Pros: Some key advantages of Riskonnect include:
– Comprehensive end-to-end risk management solution
– Strong cybersecurity risk assessment capabilities
– Automated compliance reporting and dashboard
– Continuous monitoring and alerts on risk changes
Cons: One potential disadvantage is the platform requires significant configuration and setup which involves time and cost at implementation. However, once configured it provides significant efficiencies ongoing.
Pricing: Riskonnect offers flexible pricing models including annual subscription licenses and perpetual licenses. Pricing is typically based on number of users, modules, and additional services required. For an exact quote, requests can be submitted on their website.

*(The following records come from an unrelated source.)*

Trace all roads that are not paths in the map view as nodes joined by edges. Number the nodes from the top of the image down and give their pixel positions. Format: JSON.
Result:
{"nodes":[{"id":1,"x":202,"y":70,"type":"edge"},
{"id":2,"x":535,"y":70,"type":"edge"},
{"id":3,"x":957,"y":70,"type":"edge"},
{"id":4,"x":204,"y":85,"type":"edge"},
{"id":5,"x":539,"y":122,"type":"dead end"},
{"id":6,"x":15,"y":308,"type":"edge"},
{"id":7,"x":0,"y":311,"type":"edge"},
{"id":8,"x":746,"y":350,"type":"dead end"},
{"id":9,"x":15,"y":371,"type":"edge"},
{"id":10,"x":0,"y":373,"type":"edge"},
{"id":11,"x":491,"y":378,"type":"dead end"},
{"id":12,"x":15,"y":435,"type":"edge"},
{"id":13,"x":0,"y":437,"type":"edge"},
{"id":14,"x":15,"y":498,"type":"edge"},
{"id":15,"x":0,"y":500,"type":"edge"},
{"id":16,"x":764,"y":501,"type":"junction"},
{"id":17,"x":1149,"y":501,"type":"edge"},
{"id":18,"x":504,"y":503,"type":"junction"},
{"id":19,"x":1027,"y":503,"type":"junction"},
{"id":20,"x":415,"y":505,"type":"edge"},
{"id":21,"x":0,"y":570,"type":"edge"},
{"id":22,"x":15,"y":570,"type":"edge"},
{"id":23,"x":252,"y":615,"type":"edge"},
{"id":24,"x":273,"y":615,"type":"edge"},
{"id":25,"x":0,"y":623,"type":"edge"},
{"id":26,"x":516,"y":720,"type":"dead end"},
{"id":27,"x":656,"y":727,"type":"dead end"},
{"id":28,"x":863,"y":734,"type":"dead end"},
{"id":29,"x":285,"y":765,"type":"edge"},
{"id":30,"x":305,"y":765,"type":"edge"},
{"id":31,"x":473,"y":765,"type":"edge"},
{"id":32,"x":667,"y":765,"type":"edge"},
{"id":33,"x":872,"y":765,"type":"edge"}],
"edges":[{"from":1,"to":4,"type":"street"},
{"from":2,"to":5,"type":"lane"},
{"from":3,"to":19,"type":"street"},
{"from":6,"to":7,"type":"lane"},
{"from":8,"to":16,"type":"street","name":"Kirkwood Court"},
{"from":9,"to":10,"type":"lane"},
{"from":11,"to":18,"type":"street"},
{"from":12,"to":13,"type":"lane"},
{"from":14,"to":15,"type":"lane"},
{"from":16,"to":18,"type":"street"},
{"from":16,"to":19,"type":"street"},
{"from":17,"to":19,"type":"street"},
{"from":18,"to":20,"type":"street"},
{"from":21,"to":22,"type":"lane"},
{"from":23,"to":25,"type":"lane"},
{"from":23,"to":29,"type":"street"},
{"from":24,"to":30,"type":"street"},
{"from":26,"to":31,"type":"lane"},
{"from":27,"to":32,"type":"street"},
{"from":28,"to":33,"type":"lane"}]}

Some key stats about Riskonnect include:
– Over 4,000 customers globally across industries like financial services, healthcare, manufacturing, and more
– Largest global risk management network with over 4 million assessed third party entities
– Used in over 180 countries
– 20+ years of experience in risk management software
Conclusion
Managing third party and supplier related risks requires a holistic approach supported by the right software. The platforms analyzed in this blog aim to deliver the required functionality while ensuring flexibility. With growing regulatory focus on supply chain security and data privacy, investment in such integrated platforms will continue growing. Continuous product enhancements will also be critical to address the evolving risk landscape. Proactive evaluation and selection can help enterprises derive maximum value in meeting compliance needs and strengthening relationships.